** WORK TASK **
Every line in the entries that holds "middle" should be identified and copied.

[Recorded data]

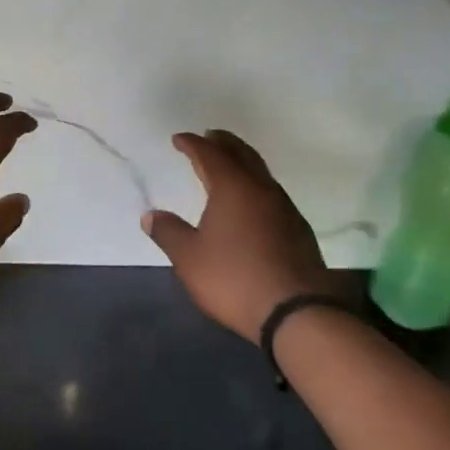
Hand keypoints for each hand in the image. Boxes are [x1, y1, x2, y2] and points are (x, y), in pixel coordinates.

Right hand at [142, 130, 340, 343]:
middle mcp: (261, 190)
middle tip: (210, 136)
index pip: (210, 155)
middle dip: (224, 143)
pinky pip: (272, 194)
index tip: (179, 139)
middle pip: (242, 155)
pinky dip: (255, 185)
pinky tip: (251, 202)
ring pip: (261, 173)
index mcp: (233, 188)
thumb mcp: (189, 258)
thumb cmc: (234, 278)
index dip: (193, 144)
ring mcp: (285, 209)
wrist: (297, 313)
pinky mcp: (298, 230)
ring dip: (243, 162)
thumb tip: (151, 215)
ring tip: (229, 165)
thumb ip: (168, 233)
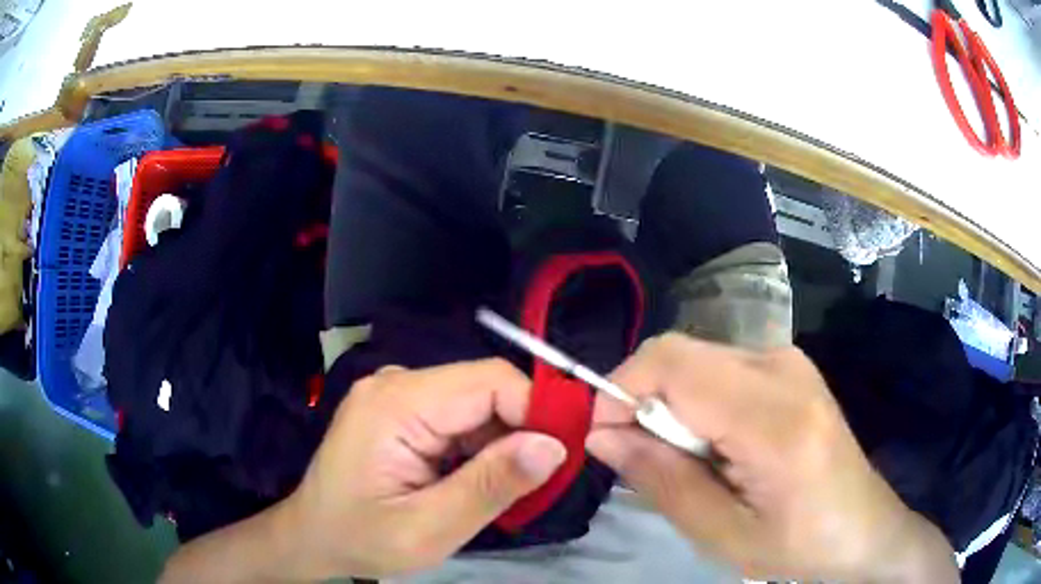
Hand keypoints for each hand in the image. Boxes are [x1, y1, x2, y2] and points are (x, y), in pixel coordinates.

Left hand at [282, 359, 565, 578]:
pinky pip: (459, 417)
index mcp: (397, 403)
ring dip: (502, 442)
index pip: (490, 380)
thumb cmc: (361, 539)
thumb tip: (554, 445)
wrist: (313, 537)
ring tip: (508, 487)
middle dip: (522, 430)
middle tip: (540, 481)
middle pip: (485, 388)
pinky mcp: (401, 411)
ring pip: (477, 403)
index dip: (538, 409)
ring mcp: (397, 394)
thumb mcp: (429, 529)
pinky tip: (476, 479)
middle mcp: (397, 384)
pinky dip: (480, 446)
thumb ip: (491, 486)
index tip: (565, 454)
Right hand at [588, 333, 957, 581]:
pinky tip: (715, 446)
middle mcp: (782, 368)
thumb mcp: (722, 534)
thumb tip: (602, 436)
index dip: (620, 390)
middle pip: (681, 354)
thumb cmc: (798, 545)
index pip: (672, 363)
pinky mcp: (790, 367)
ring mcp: (789, 361)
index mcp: (773, 417)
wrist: (863, 529)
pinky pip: (719, 367)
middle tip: (644, 461)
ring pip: (697, 359)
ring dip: (670, 406)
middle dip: (643, 402)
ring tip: (686, 462)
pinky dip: (697, 401)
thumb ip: (661, 481)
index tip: (603, 440)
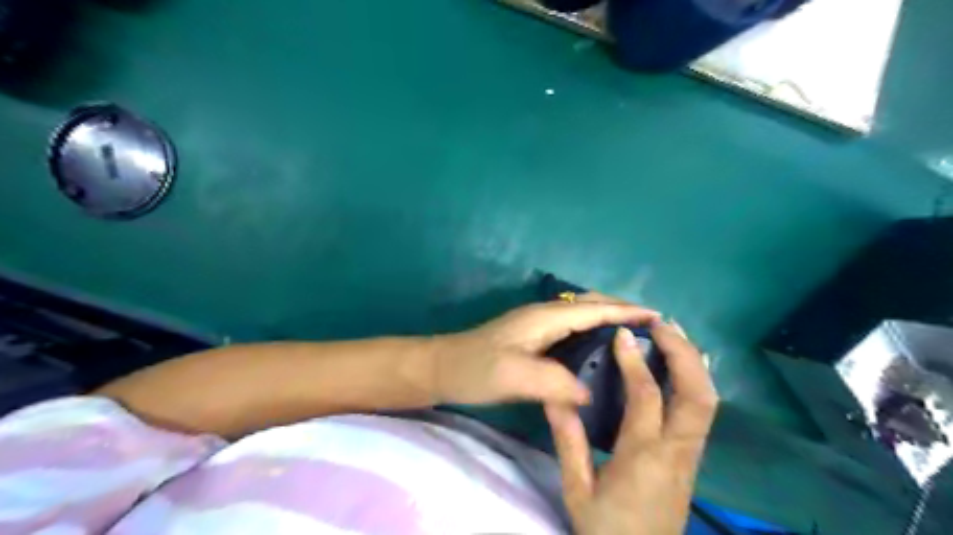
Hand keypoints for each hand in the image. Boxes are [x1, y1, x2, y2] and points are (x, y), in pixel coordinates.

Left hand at [430, 298, 660, 405]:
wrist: (441, 368)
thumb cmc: (474, 368)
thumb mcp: (513, 375)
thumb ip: (554, 382)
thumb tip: (589, 394)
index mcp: (544, 317)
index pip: (594, 309)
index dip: (626, 311)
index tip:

** EXERCISE RESPONSE **
middle mcp: (261, 190)
middle tip: (210, 136)
middle dip: (224, 143)
middle pip: (242, 155)
middle dip: (522, 430)
middle tip: (540, 481)
middle pip: (485, 388)
middle mcp: (397, 384)
middle mcp: (782, 368)
middle pip: (681, 354)
middle tip: (644, 461)
middle dip: (643, 402)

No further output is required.